_What the task asks_
Of the lines below, copy those that hold the word "true".

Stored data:
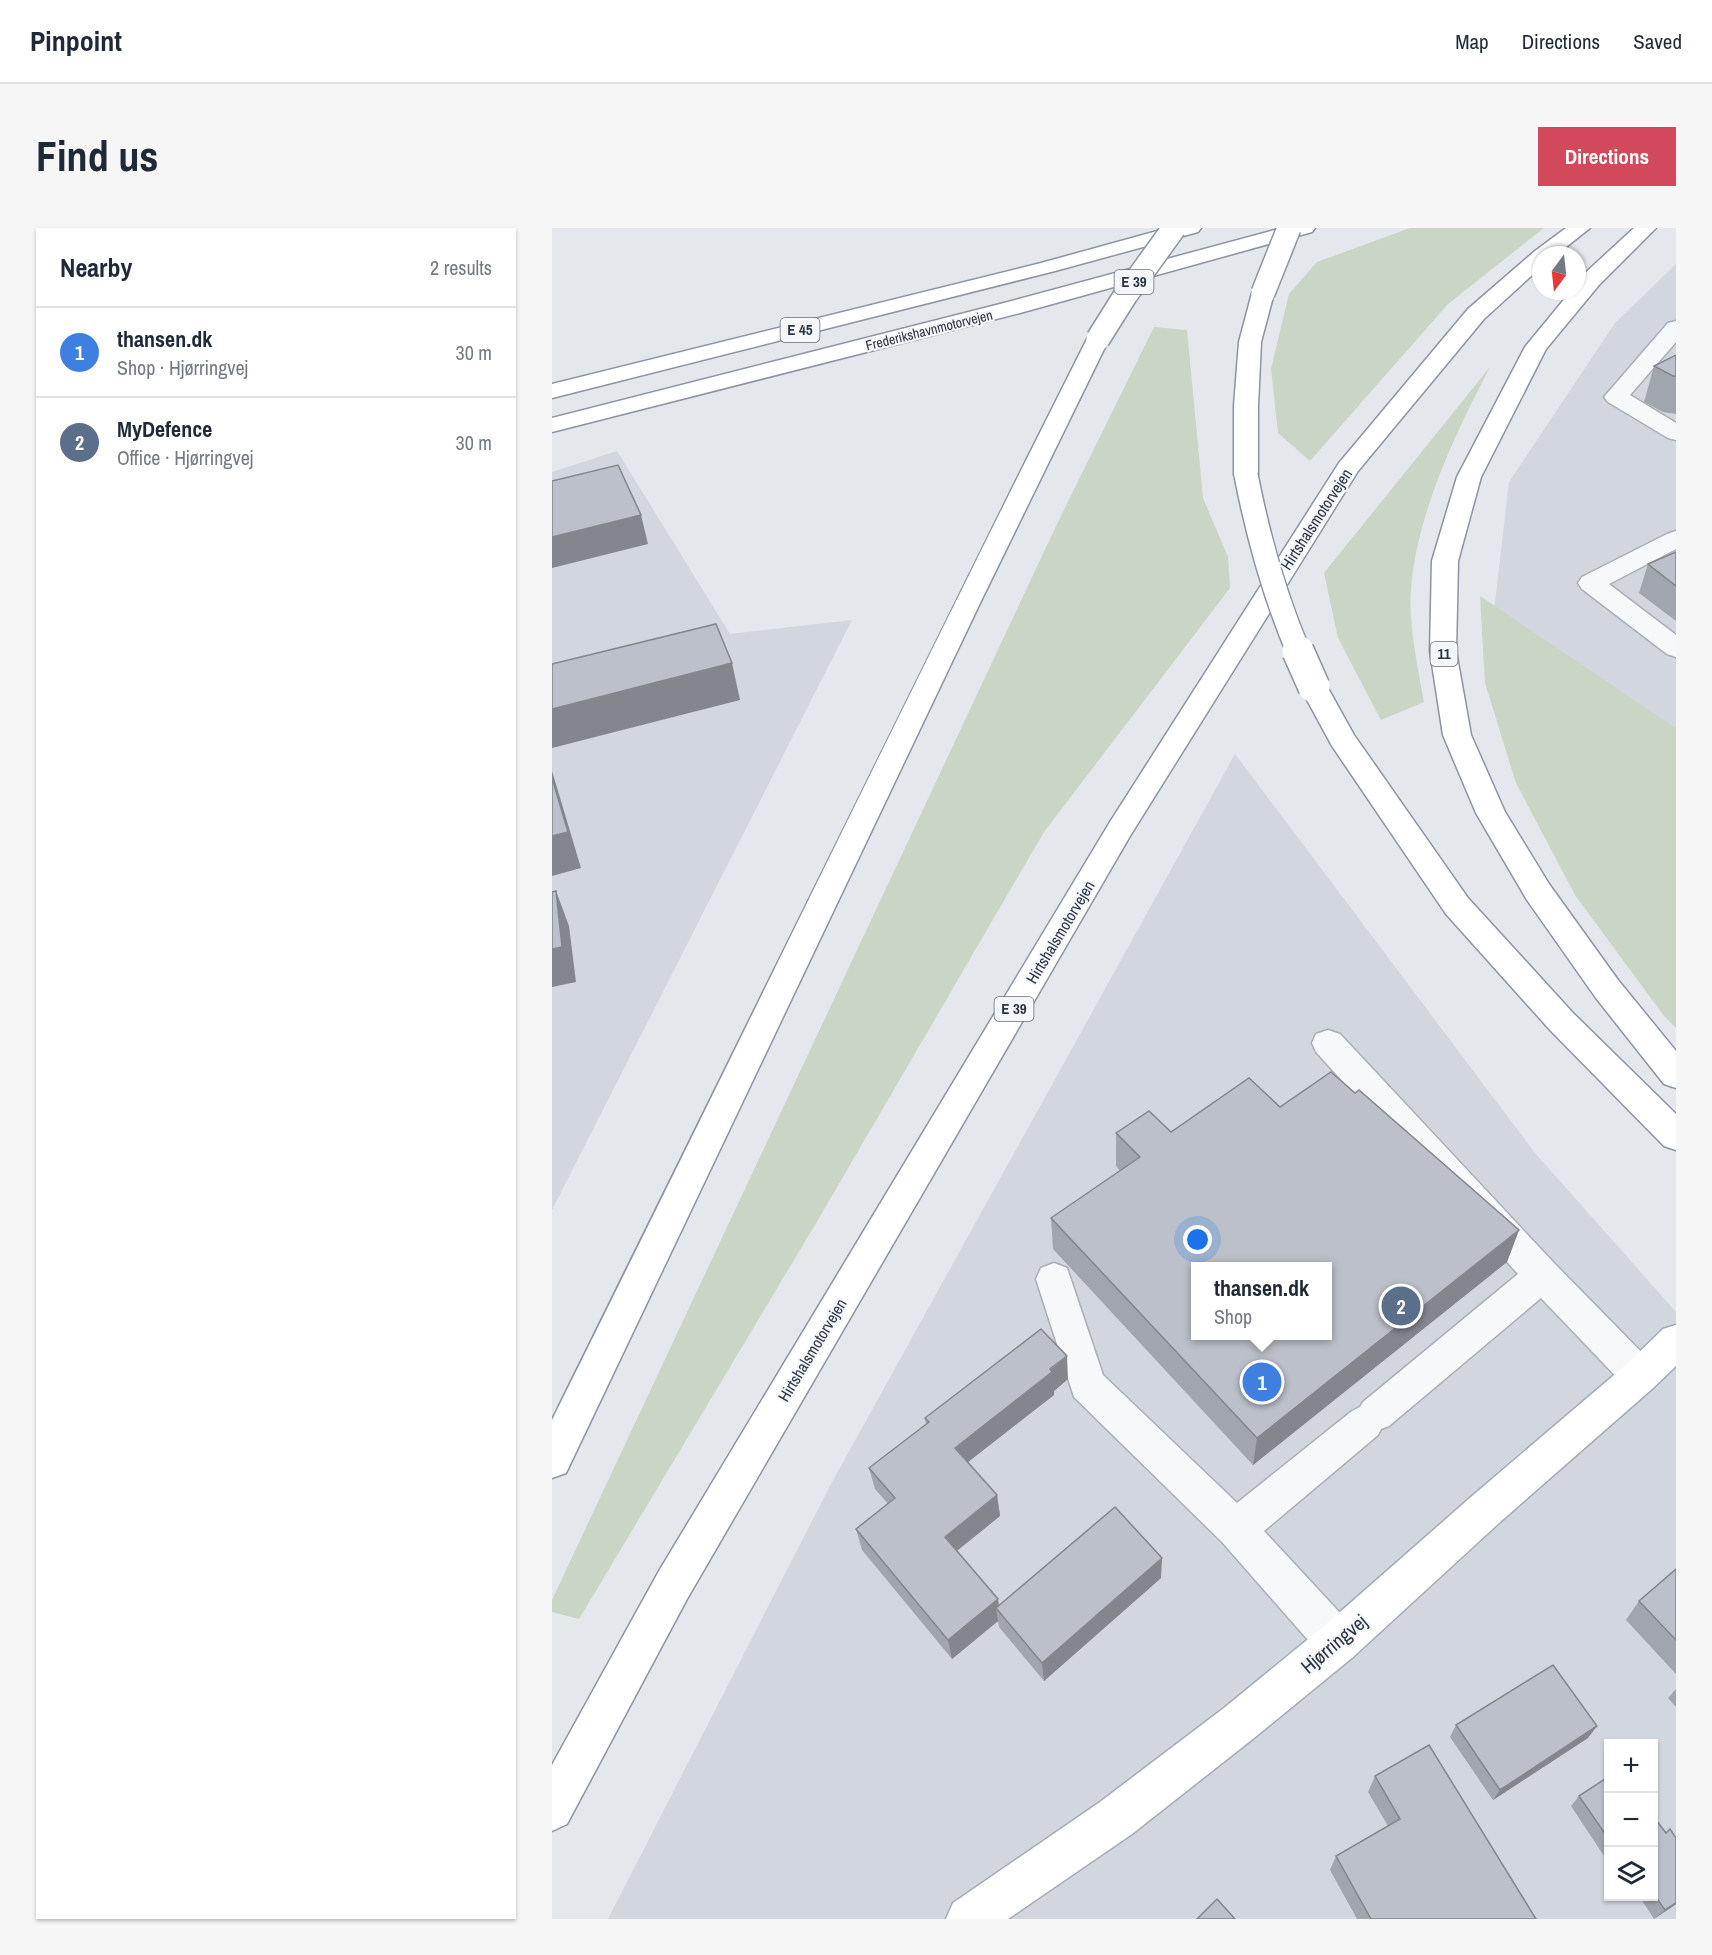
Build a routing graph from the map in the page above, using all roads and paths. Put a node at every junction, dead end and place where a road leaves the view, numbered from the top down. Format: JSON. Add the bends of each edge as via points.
{"nodes":[{"id":1,"x":1174,"y":228,"type":"edge"},
{"id":2,"x":1191,"y":228,"type":"edge"},
{"id":3,"x":1289,"y":228,"type":"edge"},
{"id":4,"x":1305,"y":228,"type":"edge"},
{"id":5,"x":1580,"y":228,"type":"edge"},
{"id":6,"x":1646,"y":228,"type":"edge"},
{"id":7,"x":1556,"y":246,"type":"edge"},
{"id":8,"x":1532,"y":265,"type":"edge"},
{"id":9,"x":1048,"y":267,"type":"junction"},
{"id":10,"x":1012,"y":309,"type":"junction"},
{"id":11,"x":1676,"y":327,"type":"edge"},
{"id":12,"x":552,"y":373,"type":"edge"},
{"id":13,"x":552,"y":391,"type":"edge"},
{"id":14,"x":552,"y":425,"type":"edge"},
{"id":15,"x":1676,"y":433,"type":"edge"},
{"id":16,"x":552,"y":440,"type":"edge"},
{"id":17,"x":1676,"y":539,"type":"edge"},
{"id":18,"x":1676,"y":648,"type":"edge"},
{"id":19,"x":1328,"y":1043,"type":"dead end"},
{"id":20,"x":1676,"y":1075,"type":"edge"},
{"id":21,"x":1676,"y":1136,"type":"edge"},
{"id":22,"x":1544,"y":1274,"type":"junction"},
{"id":23,"x":1054,"y":1279,"type":"dead end"},
{"id":24,"x":1676,"y":1341,"type":"edge"},
{"id":25,"x":1640,"y":1376,"type":"junction"},
{"id":26,"x":552,"y":1460,"type":"edge"},
{"id":27,"x":1236,"y":1529,"type":"junction"},
{"id":28,"x":1338,"y":1642,"type":"junction"},
{"id":29,"x":552,"y":1809,"type":"edge"},
{"id":30,"x":969,"y":1919,"type":"edge"}],
"edges":[{"from":1,"to":26,"type":"main road","number":"E 39","bridge":true,"via":[[1098,339]]},
{"from":2,"to":9,"type":"main road","name":"Frederikshavnmotorvejen","number":"E 45"},
{"from":3,"to":21,"type":"main road","bridge":true,"via":[[1263,293],[1250,342],[1246,406],[1246,476],[1258,534],[1282,613],[1342,739],[1457,906],[1562,1022]]},
{"from":4,"to":10,"type":"main road","name":"Frederikshavnmotorvejen","number":"E 45"},
{"from":5,"to":7,"type":"main road","name":"Hirtshalsmotorvejen","number":"E 39"},
{"from":6,"to":20,"type":"main road","number":"11","via":[[1592,280],[1536,347],[1474,468],[1445,561],[1443,651],[1457,735],[1491,813],[1538,892],[1607,989]]},
{"from":8,"to":29,"type":"main road","name":"Hirtshalsmotorvejen","number":"E 39","via":[[1476,314],[1348,468],[1108,850],[673,1585]]},
{"from":9,"to":12,"type":"main road"},
{"from":9,"to":13,"type":"main road","name":"Frederikshavnmotorvejen","number":"E 45"},
{"from":10,"to":14,"type":"main road","name":"Frederikshavnmotorvejen","number":"E 45"},
{"from":10,"to":16,"type":"main road","via":[[643,418]]},
{"from":11,"to":15,"type":"lane","via":[[1616,397]]},
{"from":17,"to":18,"type":"lane","via":[[1591,583]]},
{"from":19,"to":22,"type":"lane"},
{"from":22,"to":25,"type":"lane"},
{"from":22,"to":27,"type":"lane"},
{"from":23,"to":27,"type":"lane","via":[[1087,1385]]},
{"from":24,"to":25,"type":"main road","name":"Hjørringvej"},
{"from":25,"to":28,"type":"main road","name":"Hjørringvej"},
{"from":27,"to":28,"type":"lane"},
{"from":28,"to":30,"type":"main road","name":"Hjørringvej","via":[[1116,1818]]}]}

_Result below_
"edges":[{"from":1,"to":26,"type":"main road","number":"E 39","bridge":true,"via":[[1098,339]]},
{"from":3,"to":21,"type":"main road","bridge":true,"via":[[1263,293],[1250,342],[1246,406],[1246,476],[1258,534],[1282,613],[1342,739],[1457,906],[1562,1022]]},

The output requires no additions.